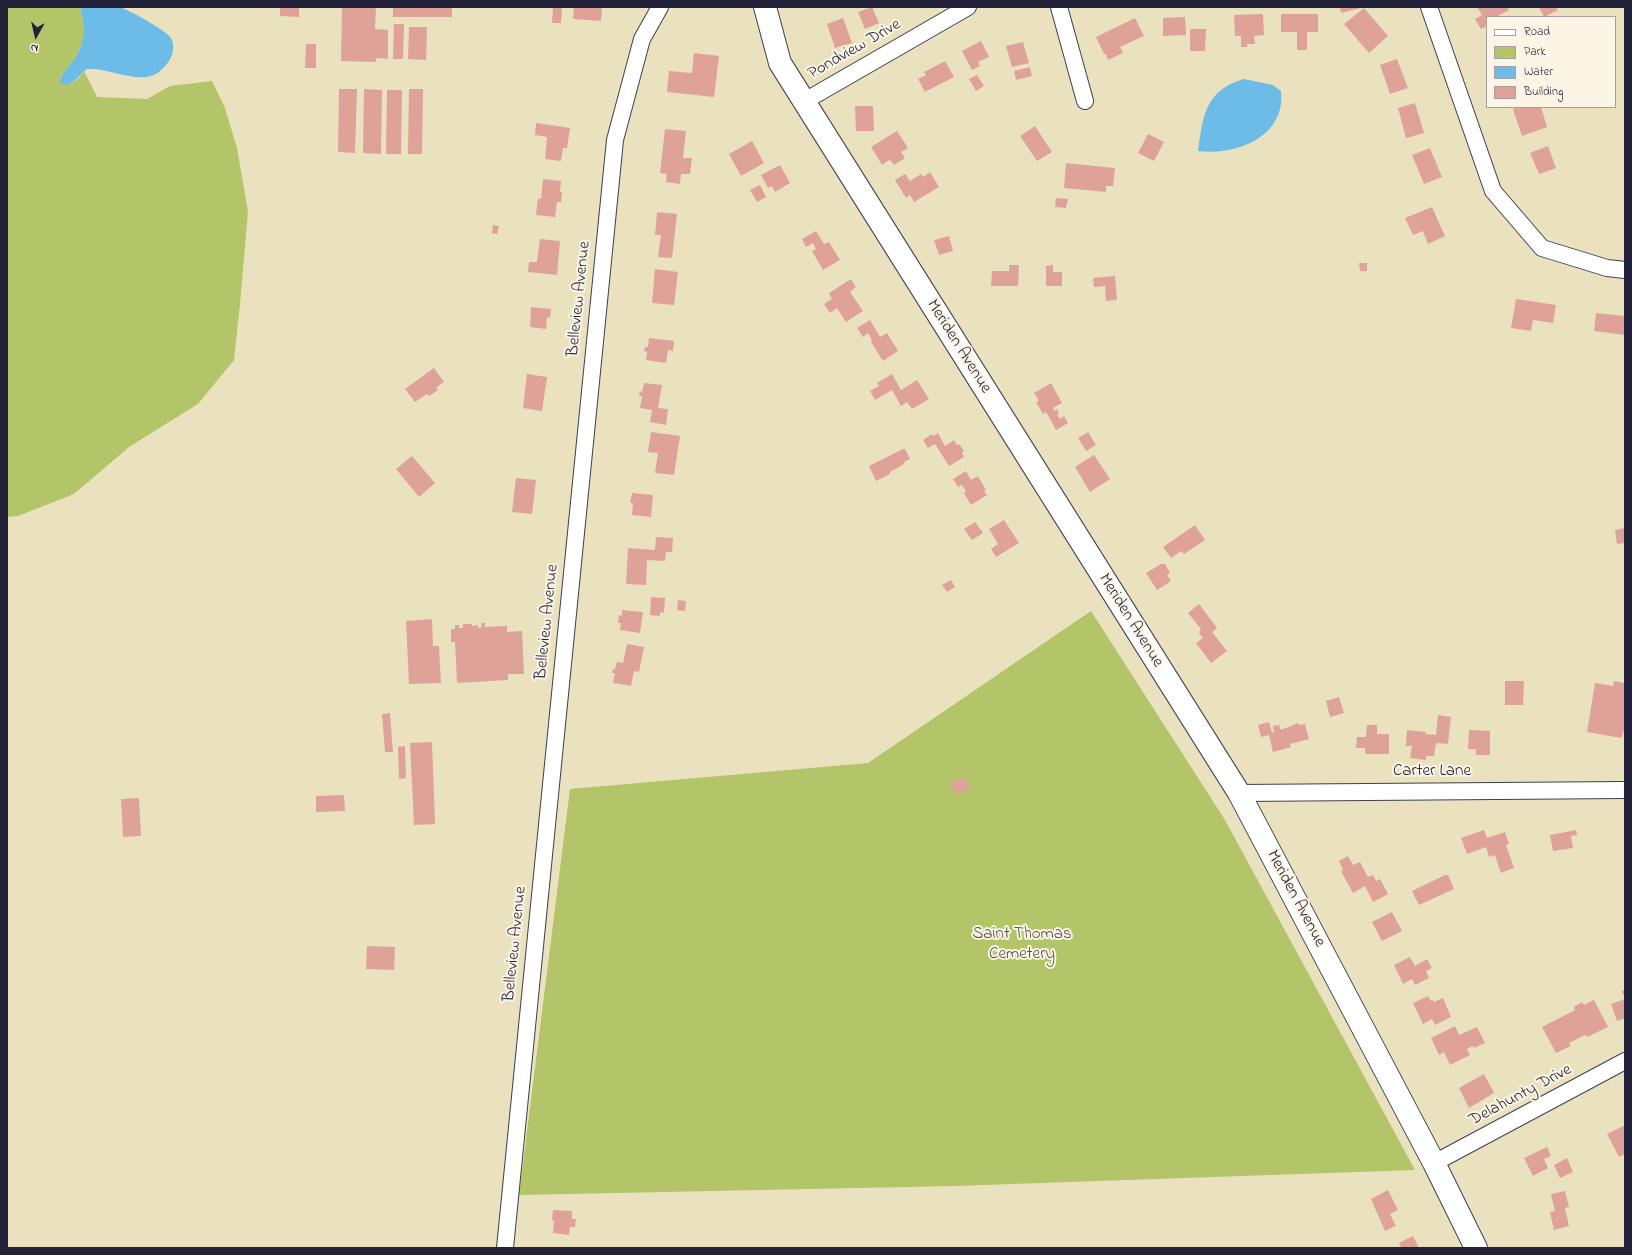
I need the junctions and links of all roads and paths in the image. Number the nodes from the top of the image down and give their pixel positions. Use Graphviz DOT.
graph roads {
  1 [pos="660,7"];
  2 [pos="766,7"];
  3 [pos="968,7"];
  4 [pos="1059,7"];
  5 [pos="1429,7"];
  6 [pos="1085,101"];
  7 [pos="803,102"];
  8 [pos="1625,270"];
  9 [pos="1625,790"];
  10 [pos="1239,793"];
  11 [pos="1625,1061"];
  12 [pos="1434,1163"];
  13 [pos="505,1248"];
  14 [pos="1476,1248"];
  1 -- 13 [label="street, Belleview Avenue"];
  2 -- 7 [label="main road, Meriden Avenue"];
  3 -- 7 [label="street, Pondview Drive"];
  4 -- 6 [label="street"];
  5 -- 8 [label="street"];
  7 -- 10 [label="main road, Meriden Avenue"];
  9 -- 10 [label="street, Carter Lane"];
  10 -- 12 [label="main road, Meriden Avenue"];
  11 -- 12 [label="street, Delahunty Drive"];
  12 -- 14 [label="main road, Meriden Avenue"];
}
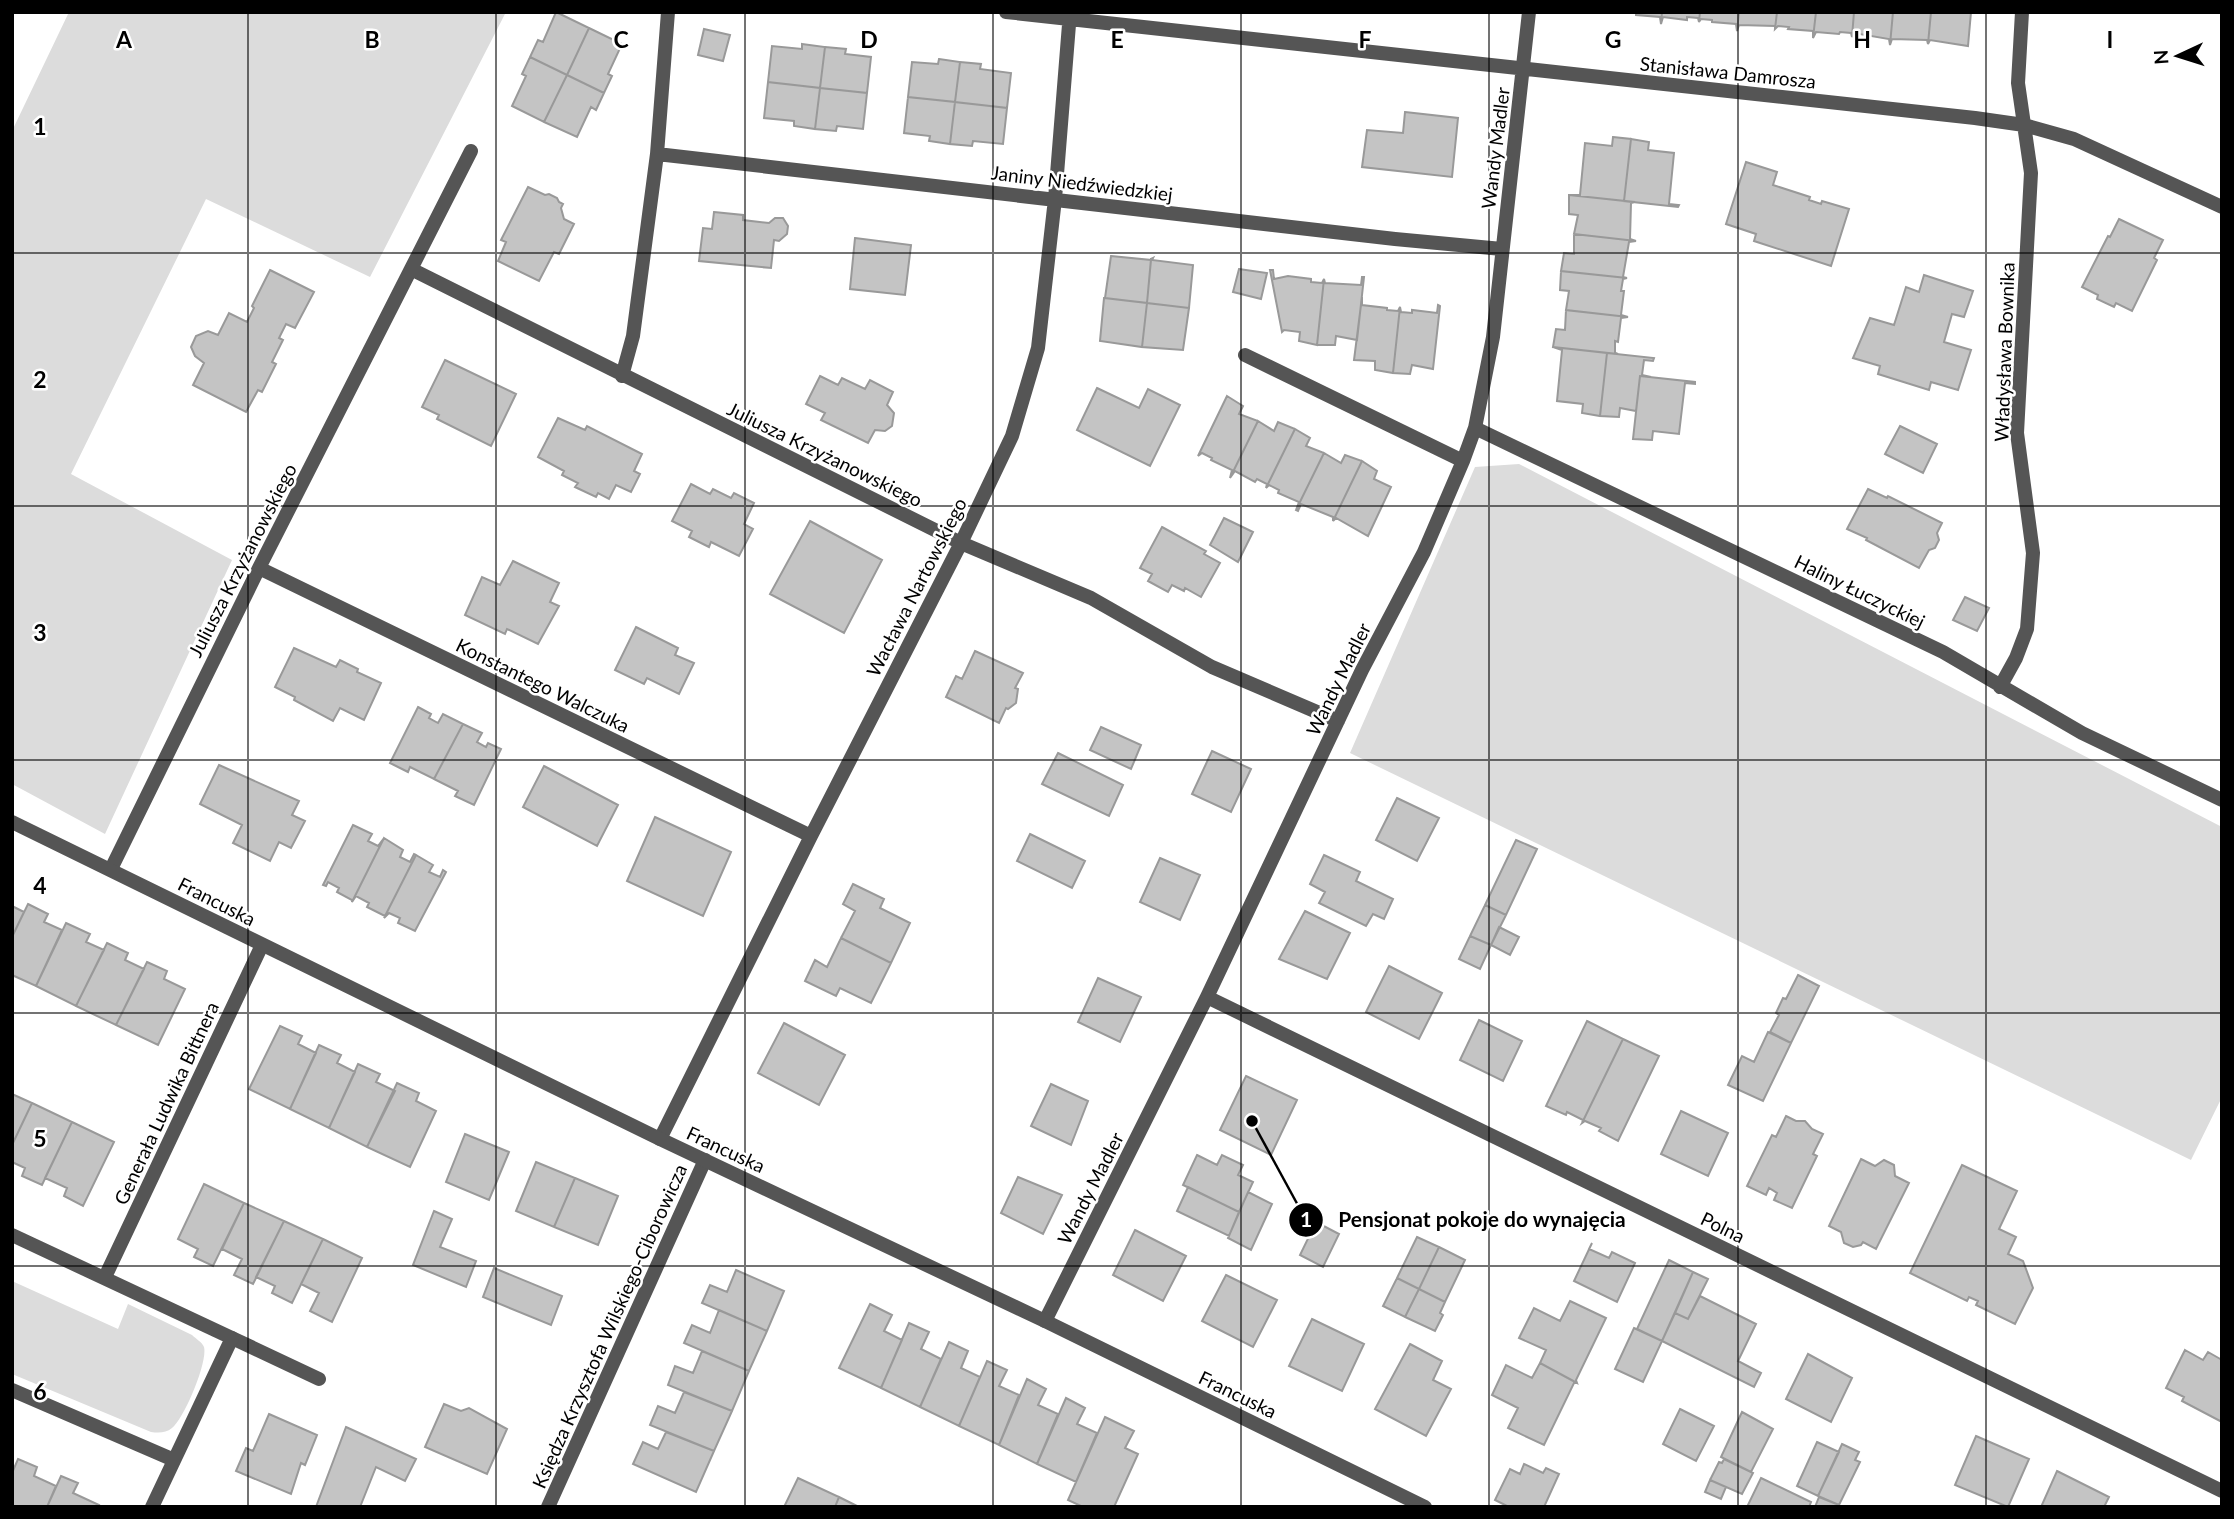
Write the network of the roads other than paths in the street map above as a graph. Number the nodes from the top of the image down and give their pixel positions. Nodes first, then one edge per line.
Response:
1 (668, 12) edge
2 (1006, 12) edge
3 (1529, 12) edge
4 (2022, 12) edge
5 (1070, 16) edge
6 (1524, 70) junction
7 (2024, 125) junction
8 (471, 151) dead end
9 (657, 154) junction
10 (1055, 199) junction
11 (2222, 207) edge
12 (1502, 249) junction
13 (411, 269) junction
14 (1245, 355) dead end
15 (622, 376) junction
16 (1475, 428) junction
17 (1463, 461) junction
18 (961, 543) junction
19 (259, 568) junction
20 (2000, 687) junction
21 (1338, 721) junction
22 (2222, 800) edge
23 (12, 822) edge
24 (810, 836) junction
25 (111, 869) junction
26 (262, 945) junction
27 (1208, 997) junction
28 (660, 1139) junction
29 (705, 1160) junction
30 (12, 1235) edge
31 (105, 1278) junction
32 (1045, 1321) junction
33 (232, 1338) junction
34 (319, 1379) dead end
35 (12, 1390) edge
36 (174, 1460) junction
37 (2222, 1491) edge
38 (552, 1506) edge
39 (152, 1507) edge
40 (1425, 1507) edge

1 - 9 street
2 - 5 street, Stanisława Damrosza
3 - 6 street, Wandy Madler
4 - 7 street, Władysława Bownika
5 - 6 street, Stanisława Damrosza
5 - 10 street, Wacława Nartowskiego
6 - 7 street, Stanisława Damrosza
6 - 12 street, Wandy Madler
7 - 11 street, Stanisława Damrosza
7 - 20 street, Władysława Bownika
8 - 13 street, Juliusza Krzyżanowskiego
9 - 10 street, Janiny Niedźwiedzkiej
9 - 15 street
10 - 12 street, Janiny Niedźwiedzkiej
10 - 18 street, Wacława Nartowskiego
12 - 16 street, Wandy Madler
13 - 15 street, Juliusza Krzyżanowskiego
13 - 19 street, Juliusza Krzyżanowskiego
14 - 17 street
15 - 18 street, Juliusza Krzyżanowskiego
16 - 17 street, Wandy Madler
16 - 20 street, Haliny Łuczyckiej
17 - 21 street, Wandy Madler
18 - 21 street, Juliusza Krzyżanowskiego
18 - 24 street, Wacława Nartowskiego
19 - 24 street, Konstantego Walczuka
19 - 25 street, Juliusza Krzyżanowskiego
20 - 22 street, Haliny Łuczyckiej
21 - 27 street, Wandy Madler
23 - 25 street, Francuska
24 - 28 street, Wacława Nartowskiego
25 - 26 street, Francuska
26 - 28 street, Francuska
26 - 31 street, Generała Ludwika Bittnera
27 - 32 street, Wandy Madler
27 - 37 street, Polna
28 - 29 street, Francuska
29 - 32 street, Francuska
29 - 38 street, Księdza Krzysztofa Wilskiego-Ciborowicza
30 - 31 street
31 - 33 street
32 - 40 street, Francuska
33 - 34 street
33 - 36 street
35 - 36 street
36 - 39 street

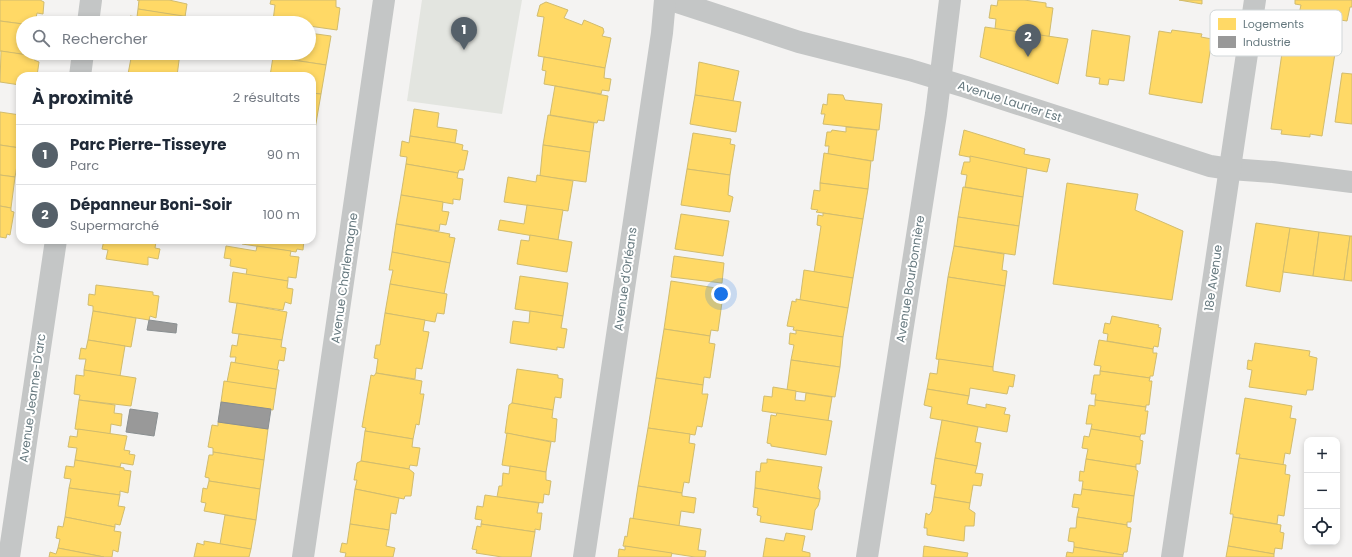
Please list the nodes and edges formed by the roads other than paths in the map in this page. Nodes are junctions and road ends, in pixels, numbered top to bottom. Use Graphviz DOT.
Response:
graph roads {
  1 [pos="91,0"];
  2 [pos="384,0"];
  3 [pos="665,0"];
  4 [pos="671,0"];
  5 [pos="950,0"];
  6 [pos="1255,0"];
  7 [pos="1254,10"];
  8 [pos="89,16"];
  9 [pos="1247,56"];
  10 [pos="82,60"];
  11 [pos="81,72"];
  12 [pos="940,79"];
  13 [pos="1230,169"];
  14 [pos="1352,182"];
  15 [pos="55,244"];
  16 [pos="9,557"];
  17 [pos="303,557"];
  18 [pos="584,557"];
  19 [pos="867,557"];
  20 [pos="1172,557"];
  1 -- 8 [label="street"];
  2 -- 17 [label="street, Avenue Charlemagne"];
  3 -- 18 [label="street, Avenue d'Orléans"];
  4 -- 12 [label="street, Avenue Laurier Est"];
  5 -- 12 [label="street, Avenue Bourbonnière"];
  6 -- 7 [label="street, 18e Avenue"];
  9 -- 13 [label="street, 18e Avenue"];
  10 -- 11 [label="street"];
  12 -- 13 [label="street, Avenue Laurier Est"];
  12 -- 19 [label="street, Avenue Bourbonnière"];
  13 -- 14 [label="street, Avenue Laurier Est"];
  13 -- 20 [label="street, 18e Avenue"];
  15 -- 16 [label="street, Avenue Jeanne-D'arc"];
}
************
▸ What you are asked to do: Filter the preceding entries down to the lines with "paths".

▸ Answer to this task:
I need the junctions and links of all roads and paths in the image. Number the nodes from the top of the image down and give their pixel positions. Use Graphviz DOT.
Write the network of the roads other than paths in the street map above as a graph. Number the nodes from the top of the image down and give their pixel positions. Nodes first, then one edge per line.
Please list the nodes and edges formed by the roads other than paths in the map in this page. Nodes are junctions and road ends, in pixels, numbered top to bottom. Use Graphviz DOT.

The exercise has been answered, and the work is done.